▸ **Available data**:
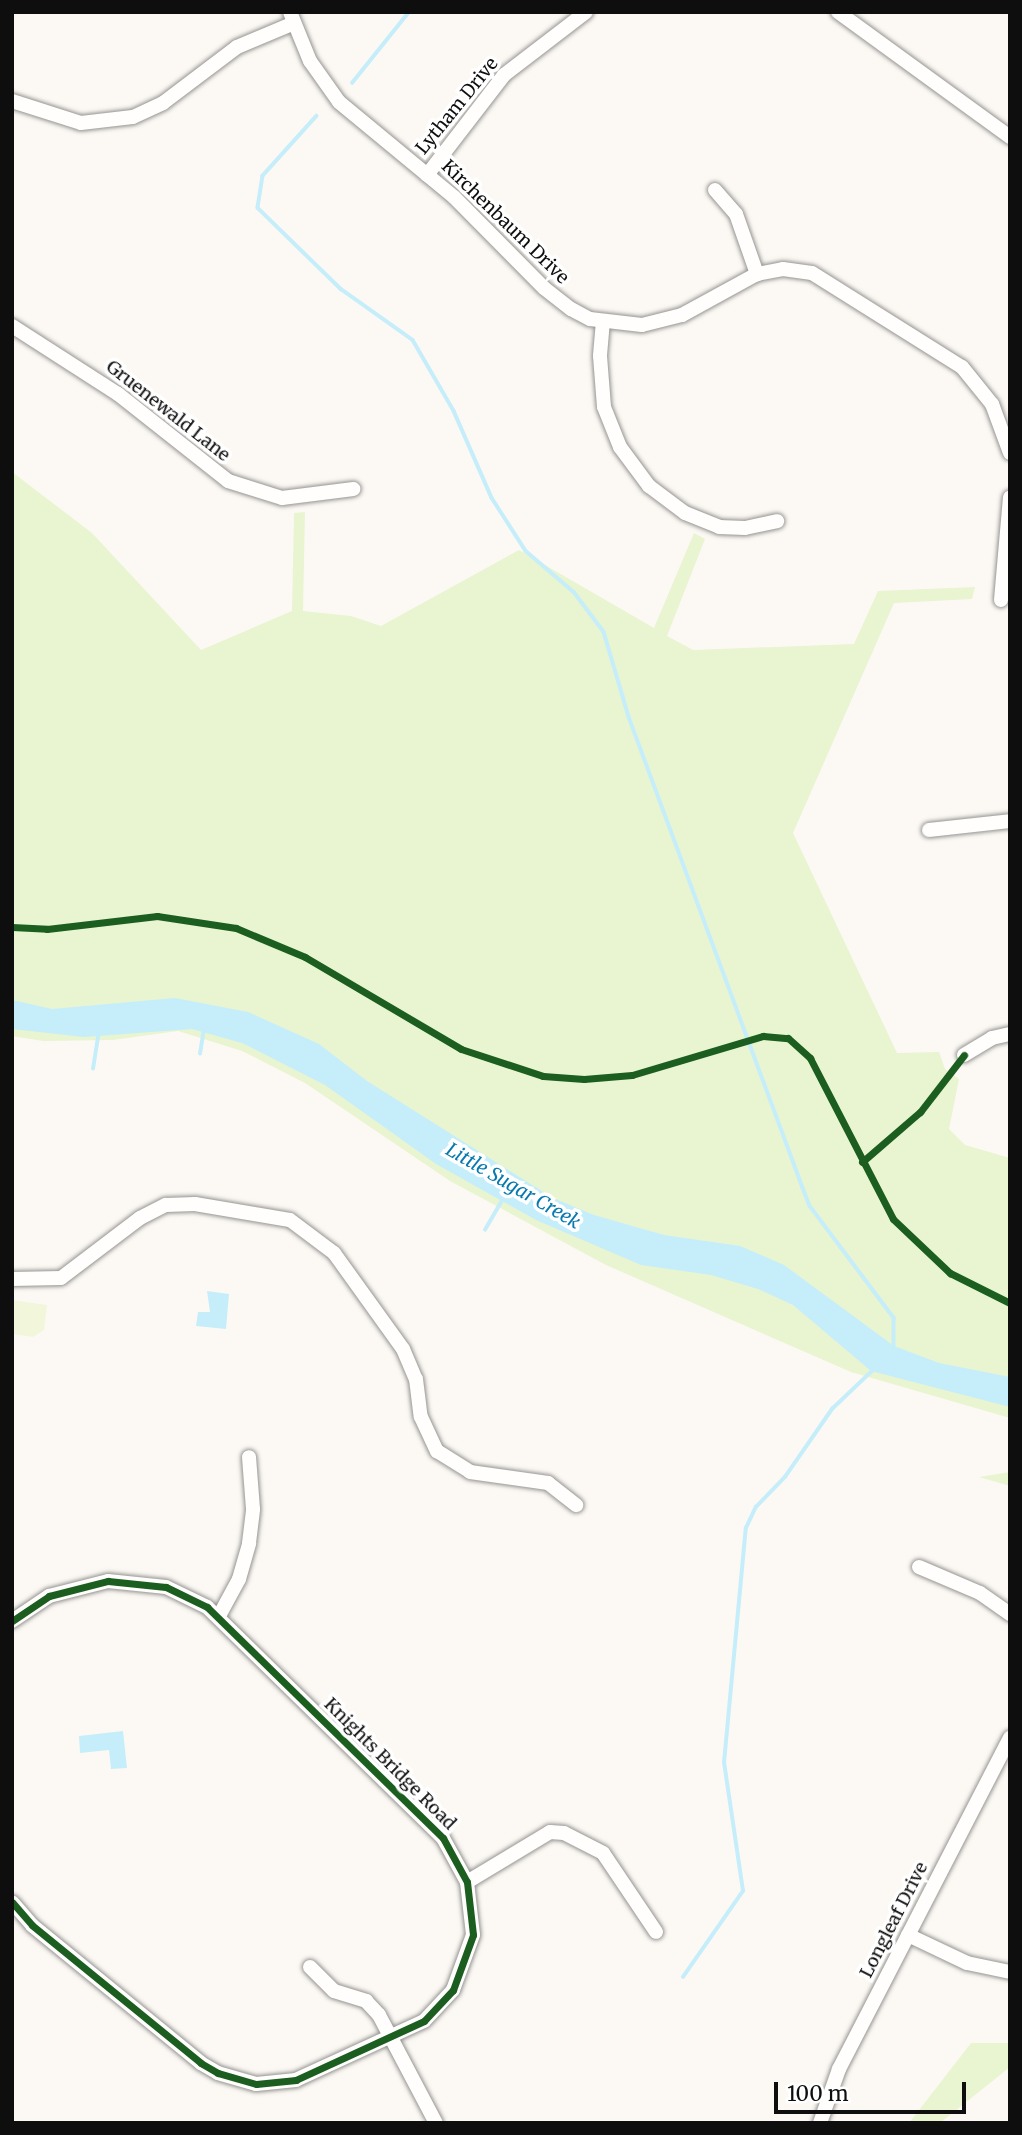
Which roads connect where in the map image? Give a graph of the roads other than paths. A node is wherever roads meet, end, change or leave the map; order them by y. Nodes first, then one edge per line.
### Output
1 (586, 12) edge
2 (838, 12) edge
3 (292, 17) edge
4 (12, 101) edge
5 (1010, 137) edge
6 (427, 175) junction
7 (715, 190) dead end
8 (757, 274) junction
9 (603, 321) junction
10 (12, 326) edge
11 (1010, 453) edge
12 (353, 489) dead end
13 (1010, 498) edge
14 (777, 521) dead end
15 (1007, 554) edge
16 (1002, 600) dead end
17 (1010, 821) edge
18 (929, 830) dead end
19 (1010, 1034) edge
20 (964, 1055) dead end
21 (12, 1279) edge
22 (248, 1457) dead end
23 (576, 1505) dead end
24 (919, 1567) dead end
25 (1010, 1614) edge
26 (219, 1616) junction
27 (12, 1620) edge
28 (1010, 1738) edge
29 (467, 1882) junction
30 (12, 1902) edge
31 (656, 1932) dead end
32 (908, 1935) junction
33 (310, 1967) dead end
34 (1010, 1972) edge
35 (391, 2039) junction
36 (436, 2123) edge
37 (820, 2123) edge

1 - 6 street, Lytham Drive
2 - 5 street
3 - 4 street
3 - 6 street, Kirchenbaum Drive
6 - 9 street, Kirchenbaum Drive
7 - 8 street
8 - 9 street, Kirchenbaum Drive
8 - 11 street, Kirchenbaum Drive
9 - 14 street
10 - 12 street, Gruenewald Lane
13 - 15 street
15 - 16 street
17 - 18 street
19 - 20 street
21 - 23 street
22 - 26 street
24 - 25 street
26 - 27 street, Knights Bridge Road
26 - 29 street, Knights Bridge Road
28 - 32 street, Longleaf Drive
29 - 31 street
29 - 35 street, Knights Bridge Road
30 - 35 street, Knights Bridge Road
32 - 34 street
32 - 37 street, Longleaf Drive
33 - 35 street
35 - 36 street

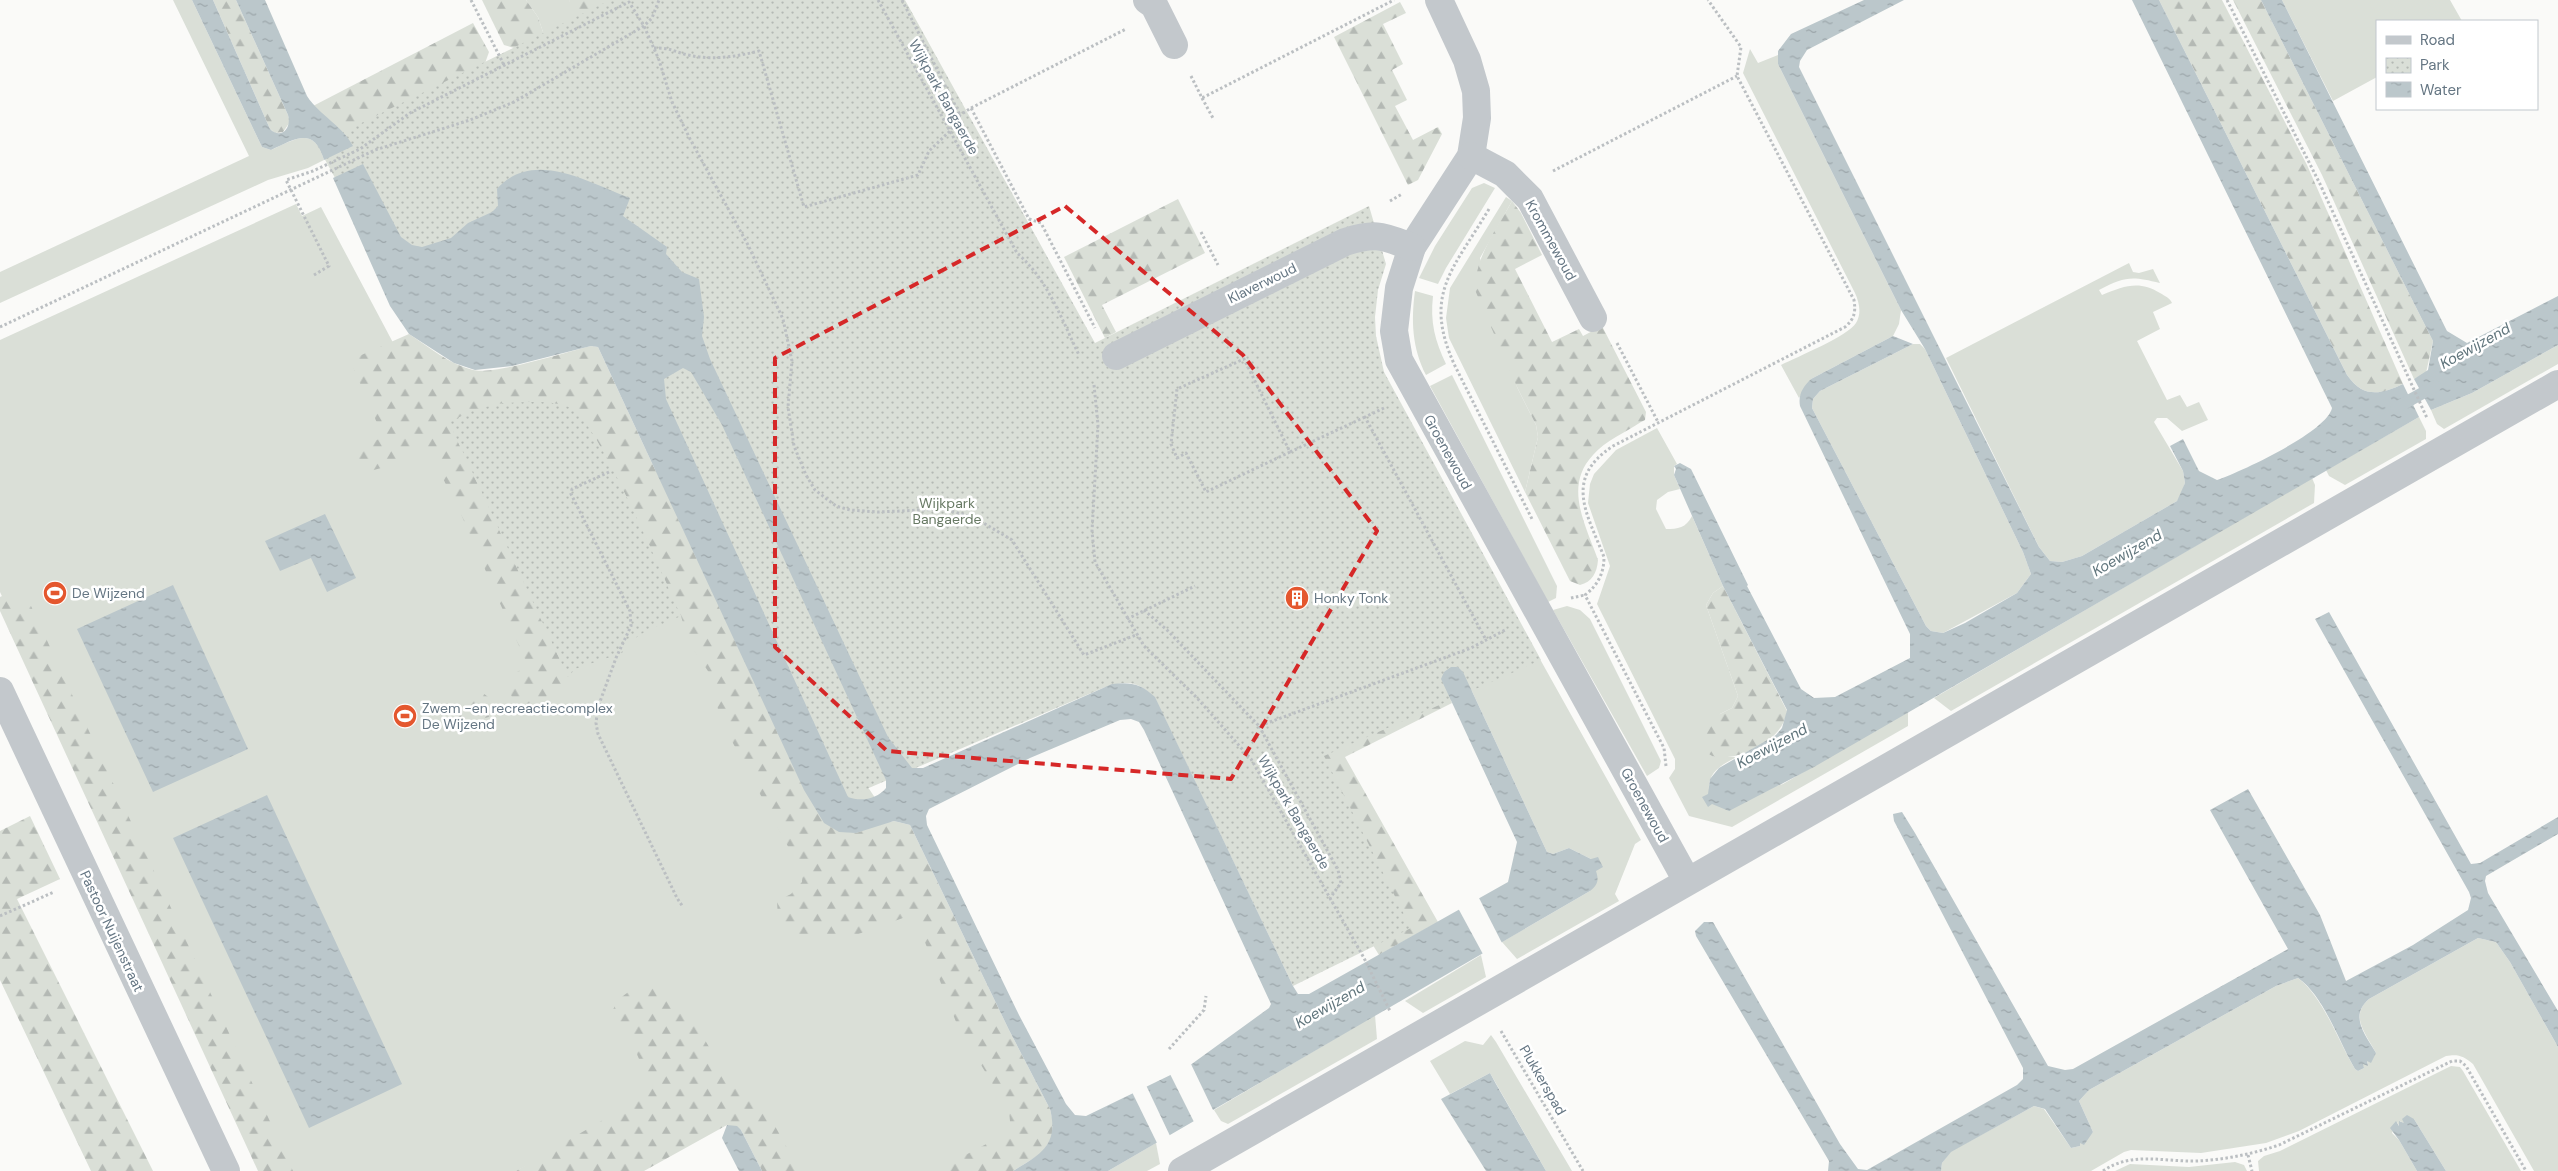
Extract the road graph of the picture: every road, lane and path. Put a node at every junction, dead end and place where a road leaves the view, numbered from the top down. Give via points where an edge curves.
1 (472, 0) edge
2 (659, 0) edge
3 (878, 0) edge
4 (902, 0) edge
5 (1394, 0) edge
6 (1439, 0) edge
7 (1708, 0) edge
8 (2227, 0) edge
9 (1152, 6) edge
10 (644, 26) junction
11 (1174, 45) joint
12 (653, 48) junction
13 (504, 65) junction
14 (1737, 76) junction
15 (1202, 98) junction
16 (971, 108) junction
17 (960, 115) junction
18 (1214, 120) dead end
19 (950, 131) junction
20 (1471, 156) junction
21 (1514, 183) junction
22 (1453, 184) junction
23 (293, 190) junction
24 (1387, 202) dead end
25 (1412, 247) junction
26 (314, 275) dead end
27 (1593, 318) joint
28 (0, 327) edge
29 (1108, 346) joint
30 (1083, 363) dead end
31 (1455, 366) junction
32 (1091, 380) dead end
33 (2558, 384) edge
34 (1415, 393) junction
35 (1366, 417) junction
36 (2427, 420) dead end
37 (1658, 422) junction
38 (1290, 452) junction
39 (609, 472) dead end
40 (1532, 520) dead end
41 (1195, 586) dead end
42 (1567, 590) dead end
43 (1571, 598) dead end
44 (1144, 610) junction
45 (1538, 612) junction
46 (1127, 619) junction
47 (1136, 635) junction
48 (1486, 640) junction
49 (0, 691) edge
50 (1260, 726) junction
51 (1636, 788) junction
52 (87, 877) junction
53 (1687, 881) junction
54 (1330, 898) junction
55 (684, 907) dead end
56 (0, 916) edge
57 (1206, 996) dead end
58 (1483, 1000) junction
59 (1393, 1016) dead end
60 (1169, 1049) dead end
61 (2248, 1155) junction
62 (226, 1171) edge
63 (1182, 1171) edge
64 (1583, 1171) edge
65 (2103, 1171) edge
66 (2252, 1171) edge
67 (2526, 1171) edge

1 - 13 path
2 - 10 path via 652,18
3 - 19 path, Wijkpark Bangaerde
4 - 17 path
5 - 15 path
6 - 20 street, Groenewoud via 1467,60 1476,91 1477,118
7 - 14 path via 1742,47
8 - 36 path via 2320,184
9 - 11 street
9 - 16 path
10 - 12 path
10 - 13 path via 629,2
10 - 23 path via 514,102 470,120 375,150
11 - 15 path
12 - 19 path via 669,48 683,54 711,58 759,51 804,207 918,175 929,151
12 - 47 path via 672,102 784,319 792,361 788,407 794,446 815,490 826,501 850,510 944,509 975,518 1012,540 1084,656
13 - 23 path via 410,113 360,149 286,180
14 - 21 path
14 - 37 path via 1854,300 1855,314 1845,327
15 - 18 path
16 - 17 path
16 - 29 path via 1028,219 1041,223
17 - 19 path
19 - 30 path, Wijkpark Bangaerde via 1016,253 1032,266 1044,283
20 - 21 street, Krommewoud
20 - 22 street, Groenewoud
21 - 27 street, Krommewoud via 1530,199
21 - 31 path via 1442,293 1440,324
22 - 24 path via 1422,184
22 - 25 street, Groenewoud
23 - 26 path via 329,266
23 - 28 path
25 - 29 street, Klaverwoud via 1380,235 1363,236
25 - 34 street, Groenewoud via 1399,288 1394,331 1399,360
27 - 37 path via 1608,325
31 - 34 path via 1427,380
31 - 40 path
32 - 46 path, Wijkpark Bangaerde via 1096,388 1098,425 1092,531 1095,562
33 - 53 street
34 - 35 path
34 - 45 street, Groenewoud
35 - 38 path
35 - 48 path
37 - 51 path via 1600,455 1588,472 1582,490 1582,502 1604,557 1602,573 1593,589 1585,595 1664,748 1666,768 1661,775
38 - 38 path via 1244,359 1178,389 1171,444 1177,458 1186,453 1206,492
39 - 55 path via 572,489 571,494 630,611 631,626 598,707 598,734
41 - 44 path
42 - 43 path
44 - 46 path
44 - 50 path
45 - 48 path
45 - 51 street, Groenewoud
46 - 47 path, Wijkpark Bangaerde
47 - 54 path, Wijkpark Bangaerde via 1251,759
48 - 50 path
49 - 52 street, Pastoor Nuijenstraat
50 - 54 path via 1338,870 1341,884
51 - 53 street, Groenewoud
52 - 56 path
52 - 62 street, Pastoor Nuijenstraat
53 - 58 street
54 - 59 path, Wijkpark Bangaerde
57 - 60 path via 1204,1010
58 - 63 street
58 - 64 path, Plukkerspad
61 - 65 path via 2196,1161 2135,1158 2122,1160
61 - 66 path
61 - 67 path via 2279,1145 2452,1061 2460,1061 2466,1066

▸ **Directions for this task**: Write the listing out exactly, word for word, but omit the pictures.

▸ **Expected answer**:
Which roads connect where in the map image? Give a graph of the roads other than paths. A node is wherever roads meet, end, change or leave the map; order them by y. Nodes first, then one edge per line.
### Output
1 (586, 12) edge
2 (838, 12) edge
3 (292, 17) edge
4 (12, 101) edge
5 (1010, 137) edge
6 (427, 175) junction
7 (715, 190) dead end
8 (757, 274) junction
9 (603, 321) junction
10 (12, 326) edge
11 (1010, 453) edge
12 (353, 489) dead end
13 (1010, 498) edge
14 (777, 521) dead end
15 (1007, 554) edge
16 (1002, 600) dead end
17 (1010, 821) edge
18 (929, 830) dead end
19 (1010, 1034) edge
20 (964, 1055) dead end
21 (12, 1279) edge
22 (248, 1457) dead end
23 (576, 1505) dead end
24 (919, 1567) dead end
25 (1010, 1614) edge
26 (219, 1616) junction
27 (12, 1620) edge
28 (1010, 1738) edge
29 (467, 1882) junction
30 (12, 1902) edge
31 (656, 1932) dead end
32 (908, 1935) junction
33 (310, 1967) dead end
34 (1010, 1972) edge
35 (391, 2039) junction
36 (436, 2123) edge
37 (820, 2123) edge

1 - 6 street, Lytham Drive
2 - 5 street
3 - 4 street
3 - 6 street, Kirchenbaum Drive
6 - 9 street, Kirchenbaum Drive
7 - 8 street
8 - 9 street, Kirchenbaum Drive
8 - 11 street, Kirchenbaum Drive
9 - 14 street
10 - 12 street, Gruenewald Lane
13 - 15 street
15 - 16 street
17 - 18 street
19 - 20 street
21 - 23 street
22 - 26 street
24 - 25 street
26 - 27 street, Knights Bridge Road
26 - 29 street, Knights Bridge Road
28 - 32 street, Longleaf Drive
29 - 31 street
29 - 35 street, Knights Bridge Road
30 - 35 street, Knights Bridge Road
32 - 34 street
32 - 37 street, Longleaf Drive
33 - 35 street
35 - 36 street

Extract the road graph of the picture: every road, lane and path. Put a node at every junction, dead end and place where a road leaves the view, numbered from the top down. Give via points where an edge curves.
1 (472, 0) edge
2 (659, 0) edge
3 (878, 0) edge
4 (902, 0) edge
5 (1394, 0) edge
6 (1439, 0) edge
7 (1708, 0) edge
8 (2227, 0) edge
9 (1152, 6) edge
10 (644, 26) junction
11 (1174, 45) joint
12 (653, 48) junction
13 (504, 65) junction
14 (1737, 76) junction
15 (1202, 98) junction
16 (971, 108) junction
17 (960, 115) junction
18 (1214, 120) dead end
19 (950, 131) junction
20 (1471, 156) junction
21 (1514, 183) junction
22 (1453, 184) junction
23 (293, 190) junction
24 (1387, 202) dead end
25 (1412, 247) junction
26 (314, 275) dead end
27 (1593, 318) joint
28 (0, 327) edge
29 (1108, 346) joint
30 (1083, 363) dead end
31 (1455, 366) junction
32 (1091, 380) dead end
33 (2558, 384) edge
34 (1415, 393) junction
35 (1366, 417) junction
36 (2427, 420) dead end
37 (1658, 422) junction
38 (1290, 452) junction
39 (609, 472) dead end
40 (1532, 520) dead end
41 (1195, 586) dead end
42 (1567, 590) dead end
43 (1571, 598) dead end
44 (1144, 610) junction
45 (1538, 612) junction
46 (1127, 619) junction
47 (1136, 635) junction
48 (1486, 640) junction
49 (0, 691) edge
50 (1260, 726) junction
51 (1636, 788) junction
52 (87, 877) junction
53 (1687, 881) junction
54 (1330, 898) junction
55 (684, 907) dead end
56 (0, 916) edge
57 (1206, 996) dead end
58 (1483, 1000) junction
59 (1393, 1016) dead end
60 (1169, 1049) dead end
61 (2248, 1155) junction
62 (226, 1171) edge
63 (1182, 1171) edge
64 (1583, 1171) edge
65 (2103, 1171) edge
66 (2252, 1171) edge
67 (2526, 1171) edge

1 - 13 path
2 - 10 path via 652,18
3 - 19 path, Wijkpark Bangaerde
4 - 17 path
5 - 15 path
6 - 20 street, Groenewoud via 1467,60 1476,91 1477,118
7 - 14 path via 1742,47
8 - 36 path via 2320,184
9 - 11 street
9 - 16 path
10 - 12 path
10 - 13 path via 629,2
10 - 23 path via 514,102 470,120 375,150
11 - 15 path
12 - 19 path via 669,48 683,54 711,58 759,51 804,207 918,175 929,151
12 - 47 path via 672,102 784,319 792,361 788,407 794,446 815,490 826,501 850,510 944,509 975,518 1012,540 1084,656
13 - 23 path via 410,113 360,149 286,180
14 - 21 path
14 - 37 path via 1854,300 1855,314 1845,327
15 - 18 path
16 - 17 path
16 - 29 path via 1028,219 1041,223
17 - 19 path
19 - 30 path, Wijkpark Bangaerde via 1016,253 1032,266 1044,283
20 - 21 street, Krommewoud
20 - 22 street, Groenewoud
21 - 27 street, Krommewoud via 1530,199
21 - 31 path via 1442,293 1440,324
22 - 24 path via 1422,184
22 - 25 street, Groenewoud
23 - 26 path via 329,266
23 - 28 path
25 - 29 street, Klaverwoud via 1380,235 1363,236
25 - 34 street, Groenewoud via 1399,288 1394,331 1399,360
27 - 37 path via 1608,325
31 - 34 path via 1427,380
31 - 40 path
32 - 46 path, Wijkpark Bangaerde via 1096,388 1098,425 1092,531 1095,562
33 - 53 street
34 - 35 path
34 - 45 street, Groenewoud
35 - 38 path
35 - 48 path
37 - 51 path via 1600,455 1588,472 1582,490 1582,502 1604,557 1602,573 1593,589 1585,595 1664,748 1666,768 1661,775
38 - 38 path via 1244,359 1178,389 1171,444 1177,458 1186,453 1206,492
39 - 55 path via 572,489 571,494 630,611 631,626 598,707 598,734
41 - 44 path
42 - 43 path
44 - 46 path
44 - 50 path
45 - 48 path
45 - 51 street, Groenewoud
46 - 47 path, Wijkpark Bangaerde
47 - 54 path, Wijkpark Bangaerde via 1251,759
48 - 50 path
49 - 52 street, Pastoor Nuijenstraat
50 - 54 path via 1338,870 1341,884
51 - 53 street, Groenewoud
52 - 56 path
52 - 62 street, Pastoor Nuijenstraat
53 - 58 street
54 - 59 path, Wijkpark Bangaerde
57 - 60 path via 1204,1010
58 - 63 street
58 - 64 path, Plukkerspad
61 - 65 path via 2196,1161 2135,1158 2122,1160
61 - 66 path
61 - 67 path via 2279,1145 2452,1061 2460,1061 2466,1066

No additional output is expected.